Responding to calls for the government to consider whether further legislation is needed to raise security standards at event venues, Russ Huxtable, head of resilience and business continuity at Swansea University, says the problem is often with the way teams are deployed and managed during events.

“Whether or not further legislation is needed, I do think a lot more could be done with the technology now available. The starting point for security at any event is proper risk assessment, then putting sufficient resources in place.

“But after that, during the event itself, the key thing is to have effective command and control, which is where a lot of organisations fall down.”

He says the Swansea University team deals with events ranging from politically sensitive conferences to VIP dinners and the UK’s biggest inter-university sporting event, the annual Swansea-Cardiff Varsity, which is attended by tens of thousands of students.

“If we’ve got multiple incidents going on at the same time, we can see them all and prioritise.” Russ Huxtable, head of resilience and business continuity, Swansea University

His control room team and patrol officers use OmniGuard – part of CriticalArc’s SafeZone solution – to enable real-time dispatch and response coordination of officers and support staff, and to make two-way communications more effective.

“It lets us direct the right response to the right incident. And if we’ve got multiple incidents going on at the same time, we can see them all and prioritise.”

He describes the technology – and the situational awareness it makes possible during major events – as “a fundamental part” of his team’s response mechanism. “You can’t command and control without this kind of situational awareness.”

His views are echoed by Alan Cain, former head of security and business continuity at Manchester Metropolitan University, and now a resilience manager for Greater Manchester NHS. He argues that the same technology could make a pivotal difference during a major incident.

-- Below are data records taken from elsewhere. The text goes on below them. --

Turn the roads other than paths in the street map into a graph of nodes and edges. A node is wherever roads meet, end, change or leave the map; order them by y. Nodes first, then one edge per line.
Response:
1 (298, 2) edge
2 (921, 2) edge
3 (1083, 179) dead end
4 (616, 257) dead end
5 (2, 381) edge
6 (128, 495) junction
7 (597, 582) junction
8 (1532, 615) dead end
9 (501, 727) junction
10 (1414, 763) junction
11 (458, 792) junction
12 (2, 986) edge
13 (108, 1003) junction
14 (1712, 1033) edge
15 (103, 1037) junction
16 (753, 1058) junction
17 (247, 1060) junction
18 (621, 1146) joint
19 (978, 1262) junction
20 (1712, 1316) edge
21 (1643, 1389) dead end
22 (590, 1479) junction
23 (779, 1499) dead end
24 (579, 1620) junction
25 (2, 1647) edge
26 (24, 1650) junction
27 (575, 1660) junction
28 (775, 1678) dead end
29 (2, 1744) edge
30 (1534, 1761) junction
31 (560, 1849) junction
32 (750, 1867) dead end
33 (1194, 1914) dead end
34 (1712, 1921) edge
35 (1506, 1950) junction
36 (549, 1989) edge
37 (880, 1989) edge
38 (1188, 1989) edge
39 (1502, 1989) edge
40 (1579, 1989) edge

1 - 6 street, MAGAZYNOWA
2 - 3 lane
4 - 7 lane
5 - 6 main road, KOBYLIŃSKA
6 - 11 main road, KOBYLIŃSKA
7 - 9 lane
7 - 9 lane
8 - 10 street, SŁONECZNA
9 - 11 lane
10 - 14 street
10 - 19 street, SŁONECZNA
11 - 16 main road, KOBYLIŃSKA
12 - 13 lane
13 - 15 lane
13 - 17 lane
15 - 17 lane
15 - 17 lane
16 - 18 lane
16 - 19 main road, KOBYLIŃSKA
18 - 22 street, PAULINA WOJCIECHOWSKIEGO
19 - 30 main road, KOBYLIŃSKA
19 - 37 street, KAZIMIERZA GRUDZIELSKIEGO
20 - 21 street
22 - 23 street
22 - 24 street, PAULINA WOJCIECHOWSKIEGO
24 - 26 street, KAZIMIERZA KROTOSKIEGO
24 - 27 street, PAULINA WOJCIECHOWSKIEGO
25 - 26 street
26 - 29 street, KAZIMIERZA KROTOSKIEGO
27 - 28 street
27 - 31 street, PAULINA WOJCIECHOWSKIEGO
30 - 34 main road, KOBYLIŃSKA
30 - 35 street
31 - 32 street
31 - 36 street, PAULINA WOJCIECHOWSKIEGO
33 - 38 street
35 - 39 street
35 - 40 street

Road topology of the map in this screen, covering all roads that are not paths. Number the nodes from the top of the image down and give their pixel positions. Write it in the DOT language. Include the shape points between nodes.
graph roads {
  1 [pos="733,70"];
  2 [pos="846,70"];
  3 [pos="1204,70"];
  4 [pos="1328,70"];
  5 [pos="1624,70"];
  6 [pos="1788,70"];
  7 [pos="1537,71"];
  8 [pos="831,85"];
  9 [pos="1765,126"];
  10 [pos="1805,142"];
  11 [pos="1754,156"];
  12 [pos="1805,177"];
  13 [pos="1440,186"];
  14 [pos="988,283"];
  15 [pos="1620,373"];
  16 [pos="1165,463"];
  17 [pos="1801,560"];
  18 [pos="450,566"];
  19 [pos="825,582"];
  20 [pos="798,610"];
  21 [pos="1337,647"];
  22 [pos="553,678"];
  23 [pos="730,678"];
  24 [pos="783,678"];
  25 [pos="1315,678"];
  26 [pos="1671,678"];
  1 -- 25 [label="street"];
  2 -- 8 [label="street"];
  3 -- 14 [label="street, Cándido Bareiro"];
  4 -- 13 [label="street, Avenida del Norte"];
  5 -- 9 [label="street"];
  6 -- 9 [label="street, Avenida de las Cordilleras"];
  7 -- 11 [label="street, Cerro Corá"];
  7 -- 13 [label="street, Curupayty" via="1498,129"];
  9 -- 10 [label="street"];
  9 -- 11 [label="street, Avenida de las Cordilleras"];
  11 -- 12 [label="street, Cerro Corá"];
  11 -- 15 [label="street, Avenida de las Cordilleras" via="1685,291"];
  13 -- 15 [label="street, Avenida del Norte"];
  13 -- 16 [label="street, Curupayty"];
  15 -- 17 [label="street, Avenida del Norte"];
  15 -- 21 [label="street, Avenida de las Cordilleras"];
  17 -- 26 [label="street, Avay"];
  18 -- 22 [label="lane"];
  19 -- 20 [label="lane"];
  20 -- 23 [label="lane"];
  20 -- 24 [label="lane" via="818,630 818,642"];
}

“Emergencies within HEIs (Higher Education Institutes) typically involve a large number of functions, such as security, residential services, fire marshals and first aiders, all of whom need to cooperate and support each other. SafeZone provides a technological solution to the command, control and coordination challenges created by the university environment. ”

“Reckless and negligent”

In a BBC interview Shaun Hinds, chief executive of the Manchester Central Convention Centre, said that improving security was “a business opportunity. Well, actually if we can demonstrate that we’re putting the appropriate measures in place to ensure the security of visitors, the venue, employees, then actually that’s got to be a good thing.”

Meanwhile, the ‘Martyn’s Law’ campaign for more vigorous checks at venues, named after Martyn Hett, one of the Manchester arena victims, has so far attracted more than 23,000 signatures. Campaigners want it to be compulsory for every venue to assess the risk of an attack and put appropriate measures in place.

Former National Terrorism Co-ordinator Nick Aldworth, who is among the campaign’s supporters, describes some venues as “reckless and negligent”. And he says he was told by a survivor of one attack that “she was in a restaurant and nobody knew what to do.”

Passing on advice and information is a key function of the SafeZone system, says Alan Cain, and that can make all the difference in an emergency when people are less likely to think rationally.

Even reminding people to contact their relatives can remove a burden from agencies dealing with emergencies, he believes, pointing out that on the night of the bombing his university control room had to field dozens of phone calls from anxious parents, but that they could only offer limited help at that stage.

“Major incidents like this show how important it is to know where all your assets are and to be able to deploy them efficiently.”

In addition, providing members of the public at events with real time information, or pre-scripted messaging, could prove invaluable in guiding them through the best steps to take in an emergency – especially if that information is sent in the right language for each user.

Responding to the campaign security minister Ben Wallace called on owners, operators and public authorities to make ‘full use of the wide range of information and advice available” to keep communal spaces safe.